A Visual Guide to Self-Labelling Images

A self-supervised method to generate labels via simultaneous clustering and representation learning

Amit Chaudhary


April 10, 2020

In the past year, several methods for self-supervised learning of image representations have been proposed. A recent trend in the methods is using Contrastive Learning (SimCLR, PIRL, MoCo) which have given very promising results.

However, as we had seen in our survey on self-supervised learning, there exist many other problem formulations for self-supervised learning. One promising approach is: > Combine clustering and representation learning together to learn both features and labels simultaneously.

A paper Self-Labelling(SeLa) presented at ICLR 2020 by Asano et al. of the Visual Geometry Group(VGG), University of Oxford has a new take on this approach and achieved the state of the art results in various benchmarks.

Example of Clusters from Self Labelling

The most interesting part is that we can auto-generate labels for images in some new domain with this method and then use those labels independently with any model architecture and regular supervised learning methods. Self-Labelling is a very practical idea for industries and domains with scarce labeled data. Let’s understand how it works.

Solving The Chicken and Egg Problem

At a very high level, the Self-Labelling method works as follows:

  • Generate the labels and then train a model on these labels
  • Generate new labels from the trained model
  • Repeat the process

The Chicken and Egg Problem in Self-Labelling

But, how will you generate labels for images in the first place without a trained model? This sounds like the chicken-and-egg problem where if the chicken came first, what did it hatch from and if the egg came first, who laid the egg?

The solution to the problem is to use a randomly initialized network to bootstrap the first set of image labels. This has been shown to work empirically in the DeepCluster paper.

The authors of DeepCluster used a randomly initialized AlexNet and evaluated it on ImageNet. Since the ImageNet dataset has 1000 classes, if we randomly guessed the classes, we would get an baseline accuracy of 1/1000 = 0.1%. But, a randomly initialized AlexNet was shown to achieve 12% accuracy on ImageNet. This means that a randomly-initialized network possesses some faint signal in its weights.

Faint Signal Present in ConvNets

Thus, we can use labels obtained from a randomly initialized network to kick start the process which can be refined later.

Self-Labelling Pipeline

Let’s now understand how the self-labelling pipeline works.
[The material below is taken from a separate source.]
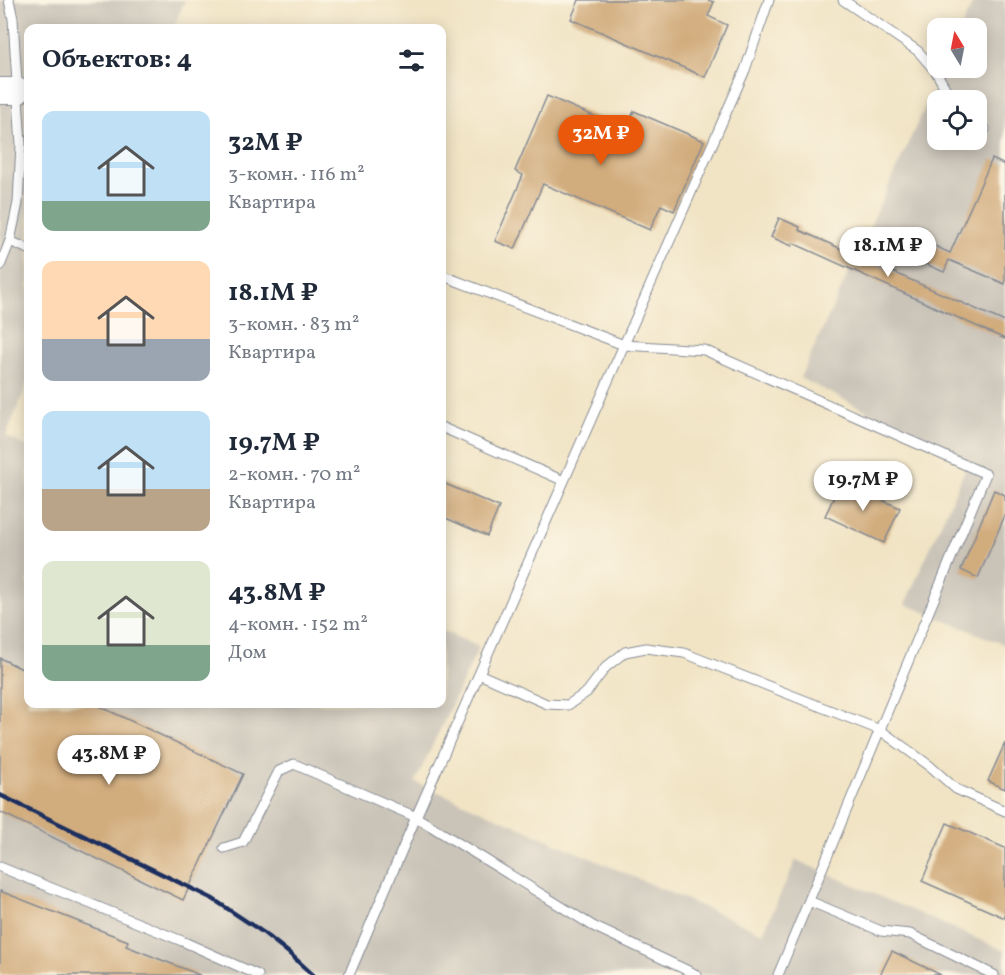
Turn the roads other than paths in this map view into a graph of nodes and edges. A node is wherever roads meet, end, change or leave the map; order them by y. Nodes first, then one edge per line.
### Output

End to End Pipeline for Self Labelling


As seen in the figure above, we first generate labels for augmented unlabeled images using a randomly initialized model. Then, the Sinkhorn-Knopp algorithm is applied to cluster the unlabeled images and get a new set of labels. The model is again trained on these new set of labels and optimized with cross-entropy loss. Sinkhorn-Knopp algorithm is run once in a while during the course of training to optimize and get new set of labels. This process is repeated for a number of epochs and we get the final labels and a trained model.

Step by Step Example

Let’s see how this method is implemented in practice with a step by step example of the whole pipeline from the input data to the output labels:

1. Training Data

First of all, we get N unlabeled images \[I_1, ..., I_N\] and take batches of them from some dataset. In the paper, batches of 256 unlabeled images are prepared from the ImageNet dataset.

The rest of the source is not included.